The PORTRAIT framework provides a principled, evidence-based approach for fairly evaluating each student's authentic contributions within collaborative computing and engineering projects.
Team-based projects are central to computing and engineering education, yet instructors routinely struggle to evaluate what each individual student actually contributed — not just what the team produced as a whole.
Traditional grading captures team outputs, not individual effort — leaving high contributors indistinguishable from free-riders.
Without structured documentation, students cannot effectively articulate their own technical and professional accomplishments.
Subjective or proxy-based grading creates inequities, especially for students from underrepresented groups who may be undervalued.
ABET and similar bodies require demonstration of individual student outcomes — a gap that portfolio-based evidence can directly address.
PORTRAIT stands for PORTfolios foR Assessing Individual Contributions to Team Projects. It is a comprehensive research-grounded framework that enables instructors and students to document, reflect on, and assess individual contributions to collaborative software development projects using structured digital portfolios aligned with accreditation outcomes.
The PORTRAIT framework comprises three tightly integrated components designed to work together across the full project lifecycle:
A structured rubric and theoretical model grounding individual assessment in ABET student outcomes. Provides instructors with clear, consistent criteria for evaluating portfolio evidence submitted by students.

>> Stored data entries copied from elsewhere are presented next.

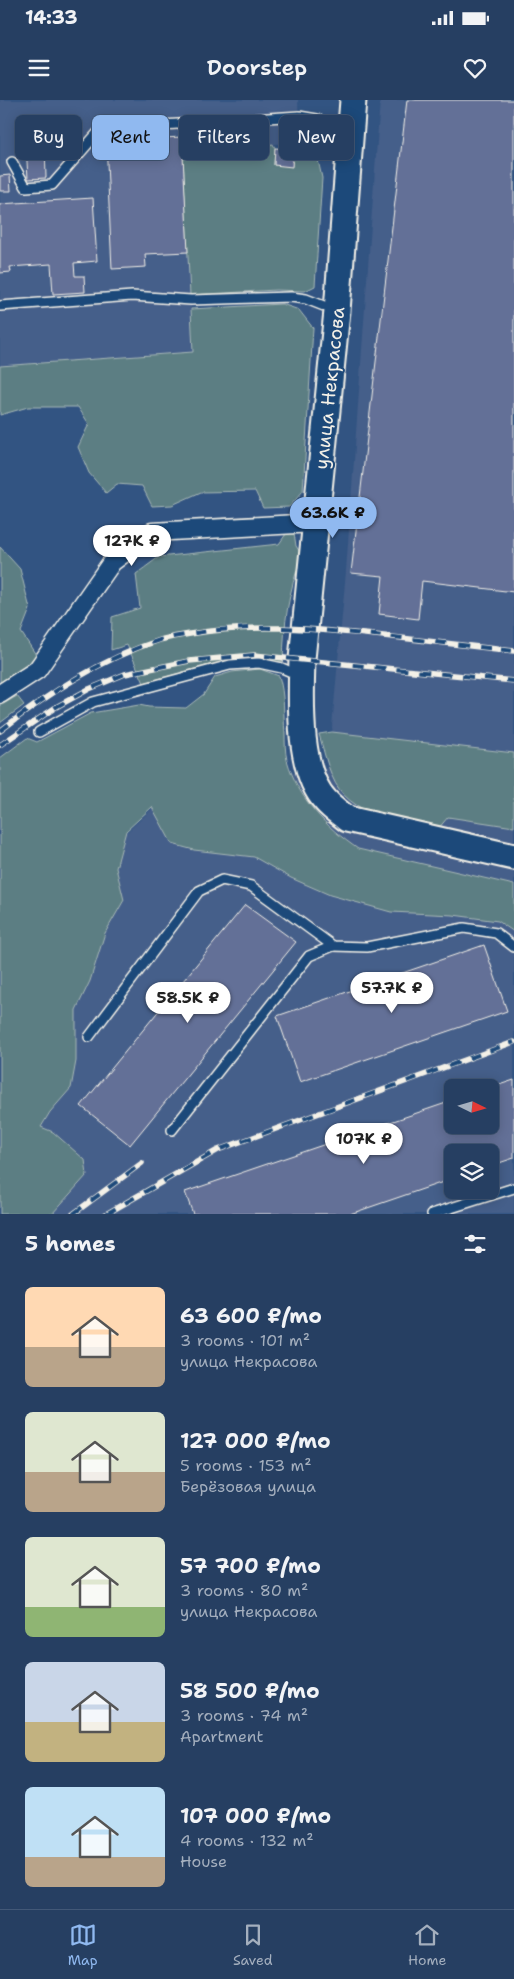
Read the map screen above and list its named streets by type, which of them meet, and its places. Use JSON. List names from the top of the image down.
{
  "streets": {
    "main road": ["улица Некрасова"]
  },
  "north": "right",
  "page": {
    "status": "14:33",
    "header": "Doorstep",
    "chip": [
      "Buy",
      "Rent",
      "Filters",
      "New"
    ],
    "price": [
      "63.6K ₽",
      "127K ₽",
      "57.7K ₽",
      "58.5K ₽",
      "107K ₽"
    ],
    "heading": "5 homes",
    "list": [
      {
        "name": "63 600 ₽/mo",
        "note": "3 rooms · 101 m² · улица Некрасова"
      },
      {
        "name": "127 000 ₽/mo",
        "note": "5 rooms · 153 m² · Берёзовая улица"
      },
      {
        "name": "57 700 ₽/mo",
        "note": "3 rooms · 80 m² · улица Некрасова"
      },
      {
        "name": "58 500 ₽/mo",
        "note": "3 rooms · 74 m² · Apartment"
      },
      {
        "name": "107 000 ₽/mo",
        "note": "4 rooms · 132 m² · House"
      }
    ],
    "tabs": ["Map", "Saved", "Home"]
  }
}
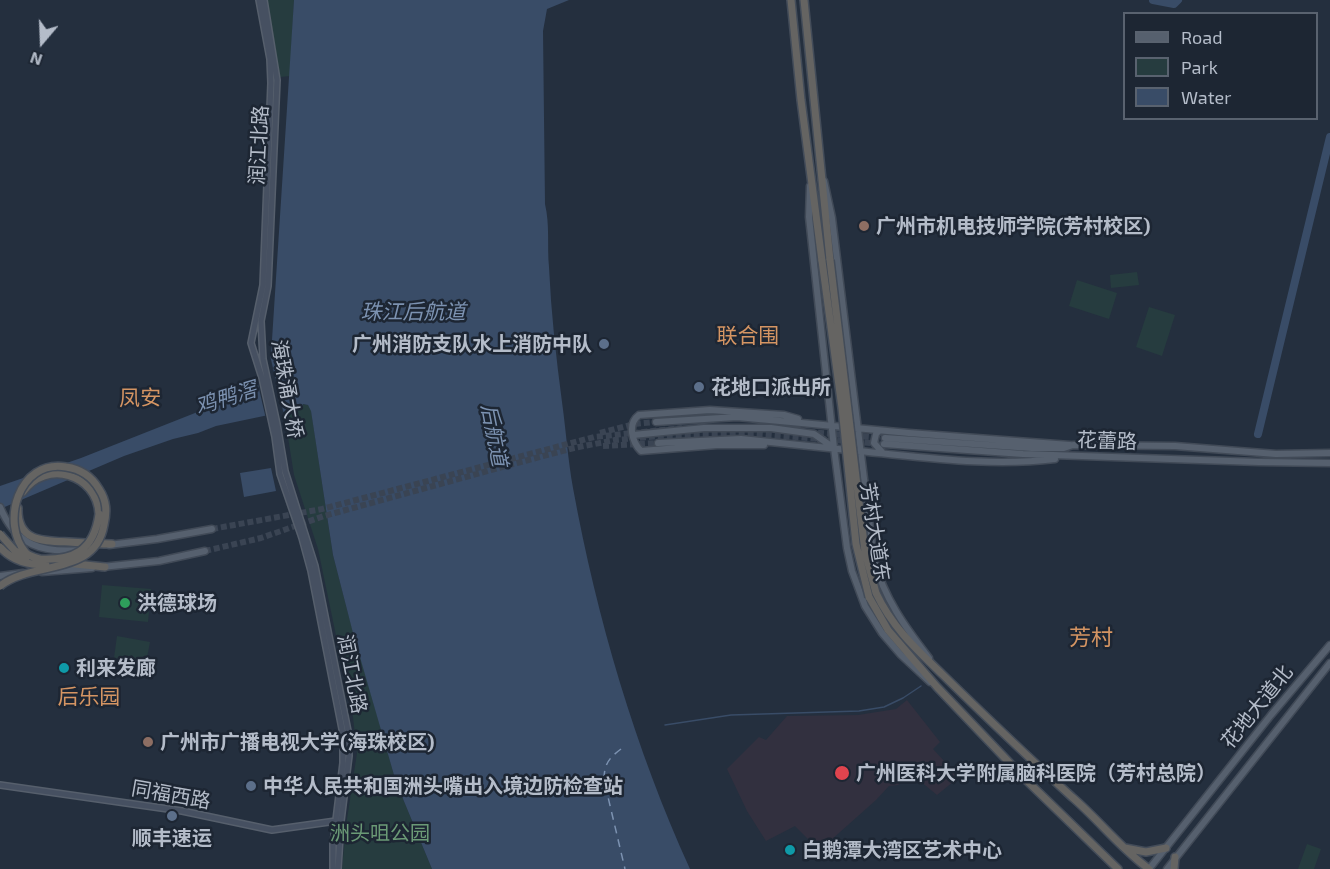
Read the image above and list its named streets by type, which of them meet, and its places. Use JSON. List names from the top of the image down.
{
  "streets": {
    "highway": ["芳村大道东"],
    "main road": [
      "润江北路",
      "海珠涌大桥",
      "花蕾路",
      "花地大道北",
      "同福西路"
    ]
  },
  "crossings": [
    ["润江北路", "海珠涌大桥"],
    ["润江北路", "同福西路"]
  ],
  "districts": [
    "联合围",
    "凤安",
    "芳村",
    "后乐园"
  ],
  "water": ["珠江后航道", "鸡鸭滘", "后航道"],
  "parks": ["洲头咀公园"],
  "places": [
    "广州市机电技师学院(芳村校区)",
    "广州消防支队水上消防中队",
    "花地口派出所",
    "洪德球场",
    "利来发廊",
    "广州市广播电视大学(海珠校区)",
    "广州医科大学附属脑科医院（芳村总院）",
    "中华人民共和国洲头嘴出入境边防检查站",
    "顺丰速运",
    "白鹅潭大湾区艺术中心"
  ],
  "legend": ["Road", "Park", "Water"],
  "north": "bottom"
}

A scaffolded process through which students document their individual contributions, decisions, and reflections in real time throughout the project — building a rich, authentic evidence record.
A structured evaluation process in which instructors review individual student portfolios, apply the assessment framework, and provide targeted, evidence-based feedback aligned with learning outcomes.
The PORTRAIT framework is explicitly mapped to seven key ABET student outcome areas, ensuring that individual portfolio evidence directly supports program accreditation and documents holistic student development.
How does the PORTRAIT pedagogy impact student learning outcomes and student attitudes toward team projects, self-assessment, and professional skills development in software engineering courses?
How do students' self-assessed portfolio ratings relate to their teammates' perceptions of their contributions, and how do both measures relate to their teams' overall deliverable grades?
How do teams and individual team members differ in their attainment of the student learning outcomes targeted by team projects, and what factors explain variation across students and teams?
Individual assessment ensures that strong contributors are recognized and that no student can coast on their teammates' work unnoticed.
Instructors gain access to richer, portfolio-based evidence that supports fair, defensible, and transparent individual grades.
Findings will contribute to the broader field of computing education, informing how team-based learning is assessed at scale.